* _What you should do_
Check each line of the data for "view", and copy the ones that have it.

== Source data

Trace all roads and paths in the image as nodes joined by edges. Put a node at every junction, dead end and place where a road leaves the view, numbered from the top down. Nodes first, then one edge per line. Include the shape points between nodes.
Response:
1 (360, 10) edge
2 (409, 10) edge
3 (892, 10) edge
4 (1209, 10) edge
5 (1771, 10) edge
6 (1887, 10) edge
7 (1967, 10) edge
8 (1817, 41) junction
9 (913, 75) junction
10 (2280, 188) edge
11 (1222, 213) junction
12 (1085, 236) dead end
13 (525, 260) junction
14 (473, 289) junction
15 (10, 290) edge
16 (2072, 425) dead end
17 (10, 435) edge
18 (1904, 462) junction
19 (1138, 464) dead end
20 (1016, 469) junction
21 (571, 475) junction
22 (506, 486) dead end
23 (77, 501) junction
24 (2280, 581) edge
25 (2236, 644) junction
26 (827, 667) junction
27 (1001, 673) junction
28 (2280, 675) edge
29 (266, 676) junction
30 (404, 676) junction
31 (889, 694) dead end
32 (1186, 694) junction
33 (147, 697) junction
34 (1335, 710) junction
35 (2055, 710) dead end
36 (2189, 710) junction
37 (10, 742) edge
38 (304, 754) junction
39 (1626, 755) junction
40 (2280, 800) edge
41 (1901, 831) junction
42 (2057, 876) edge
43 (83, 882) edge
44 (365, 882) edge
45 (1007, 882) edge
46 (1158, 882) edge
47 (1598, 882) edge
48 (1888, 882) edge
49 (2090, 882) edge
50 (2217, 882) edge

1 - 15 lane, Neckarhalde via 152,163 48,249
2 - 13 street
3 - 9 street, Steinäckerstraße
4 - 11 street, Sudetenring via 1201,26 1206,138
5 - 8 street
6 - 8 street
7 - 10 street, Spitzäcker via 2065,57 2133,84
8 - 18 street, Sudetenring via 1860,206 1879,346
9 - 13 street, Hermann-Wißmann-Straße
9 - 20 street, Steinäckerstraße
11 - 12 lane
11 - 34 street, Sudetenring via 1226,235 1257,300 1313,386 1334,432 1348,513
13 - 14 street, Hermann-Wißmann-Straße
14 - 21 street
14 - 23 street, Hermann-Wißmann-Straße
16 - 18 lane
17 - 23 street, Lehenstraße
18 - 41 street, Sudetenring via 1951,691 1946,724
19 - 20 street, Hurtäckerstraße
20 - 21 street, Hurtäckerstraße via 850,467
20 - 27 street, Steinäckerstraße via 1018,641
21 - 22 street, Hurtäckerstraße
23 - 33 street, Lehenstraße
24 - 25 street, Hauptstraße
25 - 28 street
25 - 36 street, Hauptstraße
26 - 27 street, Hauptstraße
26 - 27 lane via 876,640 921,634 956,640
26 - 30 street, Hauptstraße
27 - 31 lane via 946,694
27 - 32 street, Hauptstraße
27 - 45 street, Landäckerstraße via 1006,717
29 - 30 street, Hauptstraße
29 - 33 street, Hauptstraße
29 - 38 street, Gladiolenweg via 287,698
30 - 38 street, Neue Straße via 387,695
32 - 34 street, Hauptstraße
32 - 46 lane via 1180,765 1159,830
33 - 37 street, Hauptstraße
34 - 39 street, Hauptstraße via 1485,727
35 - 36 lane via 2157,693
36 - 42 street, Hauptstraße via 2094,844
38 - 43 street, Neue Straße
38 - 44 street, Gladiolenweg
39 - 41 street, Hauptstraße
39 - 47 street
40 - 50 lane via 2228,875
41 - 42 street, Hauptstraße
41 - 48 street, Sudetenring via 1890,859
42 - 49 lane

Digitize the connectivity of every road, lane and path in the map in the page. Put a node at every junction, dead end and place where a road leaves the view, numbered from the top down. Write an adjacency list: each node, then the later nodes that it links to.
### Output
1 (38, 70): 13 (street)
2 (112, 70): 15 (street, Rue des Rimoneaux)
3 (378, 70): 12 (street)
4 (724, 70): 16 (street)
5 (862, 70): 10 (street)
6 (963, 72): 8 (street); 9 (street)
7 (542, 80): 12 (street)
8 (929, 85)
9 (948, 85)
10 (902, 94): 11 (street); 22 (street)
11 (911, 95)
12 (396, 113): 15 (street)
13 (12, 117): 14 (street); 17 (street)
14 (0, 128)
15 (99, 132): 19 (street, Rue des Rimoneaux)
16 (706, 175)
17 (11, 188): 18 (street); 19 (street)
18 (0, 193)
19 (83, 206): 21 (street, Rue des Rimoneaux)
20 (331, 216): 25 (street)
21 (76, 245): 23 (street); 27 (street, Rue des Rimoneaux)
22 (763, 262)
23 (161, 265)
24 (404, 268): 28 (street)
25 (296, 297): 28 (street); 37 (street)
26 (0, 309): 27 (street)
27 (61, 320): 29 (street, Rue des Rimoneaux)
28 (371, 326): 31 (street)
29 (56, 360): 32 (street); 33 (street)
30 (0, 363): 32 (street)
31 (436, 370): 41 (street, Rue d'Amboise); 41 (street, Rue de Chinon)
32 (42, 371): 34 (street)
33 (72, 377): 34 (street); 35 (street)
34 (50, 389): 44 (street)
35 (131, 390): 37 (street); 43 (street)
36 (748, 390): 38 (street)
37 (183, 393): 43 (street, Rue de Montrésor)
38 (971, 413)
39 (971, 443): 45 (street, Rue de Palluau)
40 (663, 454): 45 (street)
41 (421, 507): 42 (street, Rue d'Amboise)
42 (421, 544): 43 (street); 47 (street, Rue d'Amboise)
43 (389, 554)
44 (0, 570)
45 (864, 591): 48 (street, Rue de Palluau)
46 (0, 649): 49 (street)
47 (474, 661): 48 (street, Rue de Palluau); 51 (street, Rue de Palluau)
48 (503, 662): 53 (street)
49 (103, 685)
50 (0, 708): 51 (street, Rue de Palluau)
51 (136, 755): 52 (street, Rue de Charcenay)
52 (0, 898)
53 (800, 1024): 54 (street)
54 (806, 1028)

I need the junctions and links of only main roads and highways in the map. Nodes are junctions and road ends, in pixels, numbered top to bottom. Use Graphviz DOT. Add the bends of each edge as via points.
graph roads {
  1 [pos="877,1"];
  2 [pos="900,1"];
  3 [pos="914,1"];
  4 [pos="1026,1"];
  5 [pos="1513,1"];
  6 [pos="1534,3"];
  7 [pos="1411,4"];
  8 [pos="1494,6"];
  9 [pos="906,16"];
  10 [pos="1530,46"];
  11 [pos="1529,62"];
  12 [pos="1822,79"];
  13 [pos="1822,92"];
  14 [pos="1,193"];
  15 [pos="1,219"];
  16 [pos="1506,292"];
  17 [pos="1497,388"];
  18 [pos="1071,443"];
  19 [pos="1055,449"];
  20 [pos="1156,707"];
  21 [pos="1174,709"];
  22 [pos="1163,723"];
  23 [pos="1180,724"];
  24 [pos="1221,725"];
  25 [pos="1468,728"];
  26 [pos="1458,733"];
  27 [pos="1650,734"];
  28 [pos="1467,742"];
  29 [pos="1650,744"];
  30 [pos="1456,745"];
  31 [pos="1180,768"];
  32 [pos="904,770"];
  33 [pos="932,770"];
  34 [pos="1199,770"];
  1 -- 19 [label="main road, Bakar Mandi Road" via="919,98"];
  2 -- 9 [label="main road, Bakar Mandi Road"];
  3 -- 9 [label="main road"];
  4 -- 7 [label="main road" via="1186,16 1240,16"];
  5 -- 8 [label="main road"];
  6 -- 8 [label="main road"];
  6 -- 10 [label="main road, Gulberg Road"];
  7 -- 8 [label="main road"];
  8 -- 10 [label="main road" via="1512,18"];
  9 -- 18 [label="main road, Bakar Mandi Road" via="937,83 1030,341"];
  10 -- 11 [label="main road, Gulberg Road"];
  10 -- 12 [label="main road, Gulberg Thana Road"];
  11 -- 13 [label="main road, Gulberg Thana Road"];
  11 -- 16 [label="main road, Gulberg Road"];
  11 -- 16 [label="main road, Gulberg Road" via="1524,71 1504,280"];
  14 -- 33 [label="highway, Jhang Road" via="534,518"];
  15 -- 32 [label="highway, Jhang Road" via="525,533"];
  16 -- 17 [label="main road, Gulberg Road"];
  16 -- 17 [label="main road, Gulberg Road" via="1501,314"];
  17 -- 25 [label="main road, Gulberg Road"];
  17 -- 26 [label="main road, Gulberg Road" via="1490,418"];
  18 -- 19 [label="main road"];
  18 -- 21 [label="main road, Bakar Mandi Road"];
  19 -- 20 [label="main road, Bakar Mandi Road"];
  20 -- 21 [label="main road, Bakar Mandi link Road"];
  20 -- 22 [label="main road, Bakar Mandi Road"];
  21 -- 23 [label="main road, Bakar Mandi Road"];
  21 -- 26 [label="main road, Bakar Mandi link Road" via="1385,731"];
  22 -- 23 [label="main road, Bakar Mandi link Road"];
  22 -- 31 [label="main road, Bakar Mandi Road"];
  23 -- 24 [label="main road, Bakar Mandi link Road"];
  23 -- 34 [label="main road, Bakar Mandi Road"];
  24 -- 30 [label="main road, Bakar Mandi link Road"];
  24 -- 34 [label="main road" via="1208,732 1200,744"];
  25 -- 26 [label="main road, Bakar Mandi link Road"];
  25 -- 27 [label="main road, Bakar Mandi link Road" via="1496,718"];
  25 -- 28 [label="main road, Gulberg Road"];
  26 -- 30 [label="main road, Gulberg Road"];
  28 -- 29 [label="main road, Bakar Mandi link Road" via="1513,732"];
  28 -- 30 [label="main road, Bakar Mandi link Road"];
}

====

* _Task output_
Trace all roads and paths in the image as nodes joined by edges. Put a node at every junction, dead end and place where a road leaves the view, numbered from the top down. Nodes first, then one edge per line. Include the shape points between nodes.
Digitize the connectivity of every road, lane and path in the map in the page. Put a node at every junction, dead end and place where a road leaves the view, numbered from the top down. Write an adjacency list: each node, then the later nodes that it links to.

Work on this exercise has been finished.